Pro-kontra pemimpin kafir menghebat sejak Ahok yang kafir mencalonkan diri kembali sebagai calon Gubernur DKI pada Pilkada serentak tahun depan (15/02/2017). Pro-kontra ini makin tajam setelah akhir September 2016 lalu di Kepulauan Seribu Ahok melakukan penistaan al-Quran dengan kalimatnya yang terkenal, “Jangan mau dibohongi pakai al-Maidah 51. ”Namun sebenarnya, pro-kontra tersebut hanya ada pada ranah realitas empirik, yaitu pro-kontra yang muncul di media, khususnya di media sosial. Adapun pada ranah normatif, yaitu dalam kajian fikih Islam, sebenarnya tidak ada pro-kontra. Para ulama telah bersepakat bahwa orang kafir haram menjadi pemimpin bagi umat Islam. Ibnu Hazm menegaskan, “Para ulama sepakat bahwa kepemimpinan umat Islam (al-Imâmah) tidak boleh bagi perempuan, orang kafir dan anak kecil. ” (Ibnu Hazm, Marâtib al-Ijmâ’, hlm. 208).

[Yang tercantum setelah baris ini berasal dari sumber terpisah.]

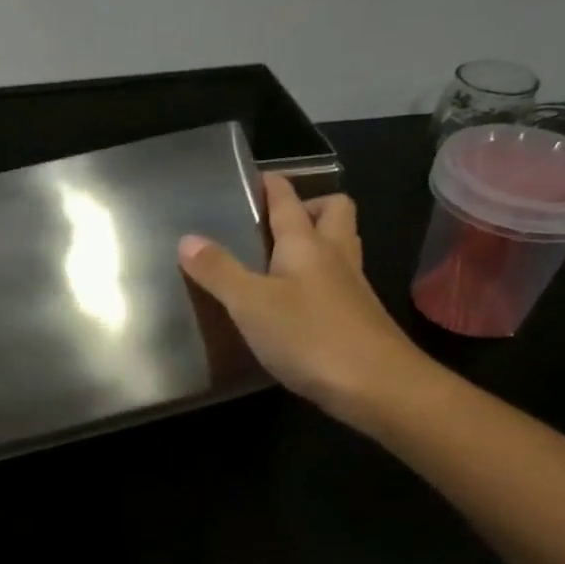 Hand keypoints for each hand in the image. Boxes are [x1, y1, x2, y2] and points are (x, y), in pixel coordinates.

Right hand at [179, 174, 430, 426]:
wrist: (377, 385)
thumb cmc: (309, 335)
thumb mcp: (250, 303)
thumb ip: (218, 271)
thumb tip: (187, 239)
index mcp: (306, 243)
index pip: (288, 200)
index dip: (272, 184)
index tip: (254, 178)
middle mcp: (335, 256)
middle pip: (333, 211)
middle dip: (308, 206)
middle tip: (275, 226)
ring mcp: (352, 287)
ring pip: (341, 246)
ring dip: (318, 242)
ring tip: (282, 262)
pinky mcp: (359, 318)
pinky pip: (340, 282)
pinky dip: (320, 281)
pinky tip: (299, 305) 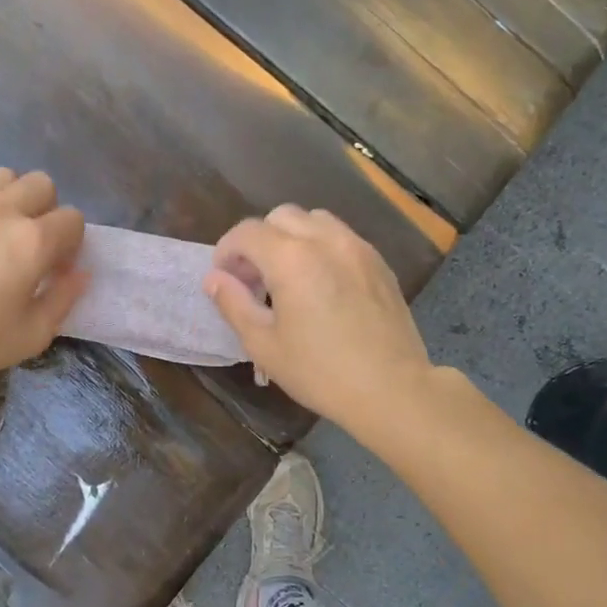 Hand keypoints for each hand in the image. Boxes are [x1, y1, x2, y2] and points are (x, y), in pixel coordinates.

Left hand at [0, 168, 86, 397]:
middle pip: (41, 184)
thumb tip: (80, 273)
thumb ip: (64, 298)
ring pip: (1, 174)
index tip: (56, 267)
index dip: (71, 243)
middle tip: (30, 243)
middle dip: (46, 210)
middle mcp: (2, 212)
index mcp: (33, 242)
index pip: (73, 219)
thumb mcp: (33, 335)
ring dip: (9, 196)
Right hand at [203, 205, 429, 432]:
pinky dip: (320, 247)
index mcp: (291, 258)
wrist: (392, 389)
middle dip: (258, 240)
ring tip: (288, 275)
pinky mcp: (379, 262)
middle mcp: (325, 240)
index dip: (226, 251)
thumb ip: (233, 303)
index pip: (246, 232)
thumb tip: (214, 278)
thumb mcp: (263, 344)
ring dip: (291, 237)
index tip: (224, 279)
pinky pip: (341, 237)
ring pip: (314, 220)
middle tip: (254, 278)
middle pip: (280, 216)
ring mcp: (357, 247)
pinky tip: (320, 284)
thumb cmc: (320, 371) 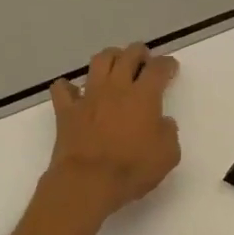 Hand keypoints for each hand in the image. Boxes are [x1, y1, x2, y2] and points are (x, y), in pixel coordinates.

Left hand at [46, 45, 181, 219]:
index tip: (171, 68)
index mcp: (144, 96)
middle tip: (144, 59)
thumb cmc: (132, 169)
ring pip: (99, 62)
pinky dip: (68, 87)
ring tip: (115, 63)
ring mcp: (88, 97)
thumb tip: (164, 122)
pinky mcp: (66, 110)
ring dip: (110, 57)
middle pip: (128, 56)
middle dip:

Ada Gubernur Kafir Pada Masa Khilafah?
Ada yang berargumen bahwa pemimpin kafir boleh karena pada masa Khilafah ‘Abbasiyah konon Khalifah al-Mutadhid Billah (berkuasa 279-290 H/892-902 M) pernah mengangkat seorang wali (kepala daerah) bernama Umar bin Yusuf yang beragama Kristen di daerah Anbar di Irak.
Argumen ini tertolak dengan dua alasan. Pertama: Pengangkatan pemimpin kafir yang dilakukan Khalifah al-Mutadhid Billah itu jelas penyimpangan syariah (mukhâlafat syar’iyyah). Pasalnya, sebagaimana telah dikutip sebelumnya, ulama telah sepakat orang kafir haram menjadi pemimpin bagi umat Islam (Ibnu Hazm, Marâtibul Ijmâ’, hlm. 208). Maka dari itu, penyimpangan syariah tersebut harus dianggap sebagai kesalahan yang tak boleh diulangi lagi pada masa datang, bukan malah dianggap standar ideal yang dapat dijadikan teladan atau model untuk kondisi sekarang.

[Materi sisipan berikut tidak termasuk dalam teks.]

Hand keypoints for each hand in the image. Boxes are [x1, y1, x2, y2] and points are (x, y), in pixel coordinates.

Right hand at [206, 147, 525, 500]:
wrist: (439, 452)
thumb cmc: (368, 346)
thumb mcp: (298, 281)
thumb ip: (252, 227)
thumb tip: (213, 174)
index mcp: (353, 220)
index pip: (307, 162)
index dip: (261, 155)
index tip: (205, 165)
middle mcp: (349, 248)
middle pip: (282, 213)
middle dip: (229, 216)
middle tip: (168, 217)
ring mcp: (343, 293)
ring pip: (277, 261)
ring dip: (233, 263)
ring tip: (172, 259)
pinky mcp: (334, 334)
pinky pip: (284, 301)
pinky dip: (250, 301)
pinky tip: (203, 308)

Kedua: Fakta sejarah tersebut tidak dapat menjadi dalil syariah atas kebolehan pemimpin kafir menurut ajaran Islam. Pasalnya, fakta sejarah bukan dalil syariah dalam Islam. Fakta sejarah justru merupakan objek yang perlu dinilai menurut dalil syariah (al-Quran dan as-Sunnah). Faktanya, fakta sejarah kadang sesuai dengan Islam dan kadang menyimpang dari Islam. Tidak setiap peristiwa sejarah itu pasti sesuai dengan Islam.

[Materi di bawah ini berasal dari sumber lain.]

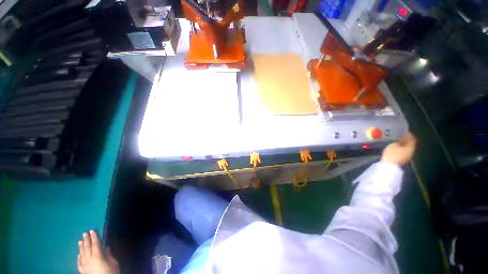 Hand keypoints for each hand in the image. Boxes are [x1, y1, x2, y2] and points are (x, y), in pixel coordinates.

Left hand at [78, 230, 119, 273]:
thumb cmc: (111, 272)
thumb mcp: (113, 263)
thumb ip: (109, 255)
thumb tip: (106, 248)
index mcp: (98, 256)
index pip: (95, 244)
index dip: (94, 237)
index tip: (92, 230)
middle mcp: (89, 259)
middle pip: (87, 248)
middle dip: (86, 240)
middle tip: (84, 233)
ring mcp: (84, 265)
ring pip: (81, 254)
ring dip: (81, 247)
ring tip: (80, 241)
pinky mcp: (82, 271)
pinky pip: (79, 263)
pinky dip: (78, 257)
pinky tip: (78, 254)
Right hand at [381, 133, 416, 165]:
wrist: (389, 165)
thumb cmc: (391, 154)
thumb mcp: (393, 145)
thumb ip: (398, 142)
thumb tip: (401, 139)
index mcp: (410, 147)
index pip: (412, 139)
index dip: (409, 135)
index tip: (405, 132)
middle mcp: (411, 151)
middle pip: (410, 144)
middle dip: (406, 140)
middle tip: (401, 136)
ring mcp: (407, 156)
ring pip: (407, 148)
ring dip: (404, 144)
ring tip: (398, 141)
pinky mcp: (403, 159)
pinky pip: (404, 152)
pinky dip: (402, 148)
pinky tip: (397, 147)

Fathi Osman dalam “The History of Islam: New Directions” menegaskan jika seorang Muslim mengkaji sejarah Islam (islamic history), dia harus berkomitmen dengan Islam dan melakukan penilaian (assesment) terhadap fakta sejarah berdasarkan standar ajaran Islam. Mengapa? Menurut Fathi Osman, “since not everything which happened in the past or happens at present day on the Islamic scene can really be considered Islamic (karena tidak setiap peristiwa yang telah terjadi pada masa lalu atau yang sedang terjadi saat ini yang terkait dengan Islam dapat benar-benar dianggap Islami)”. (Nur A. Fadhil Lubis [Ed], Introductory Reading on Islamic Studies, Medan: IAIN Press, 1998, hlm 99).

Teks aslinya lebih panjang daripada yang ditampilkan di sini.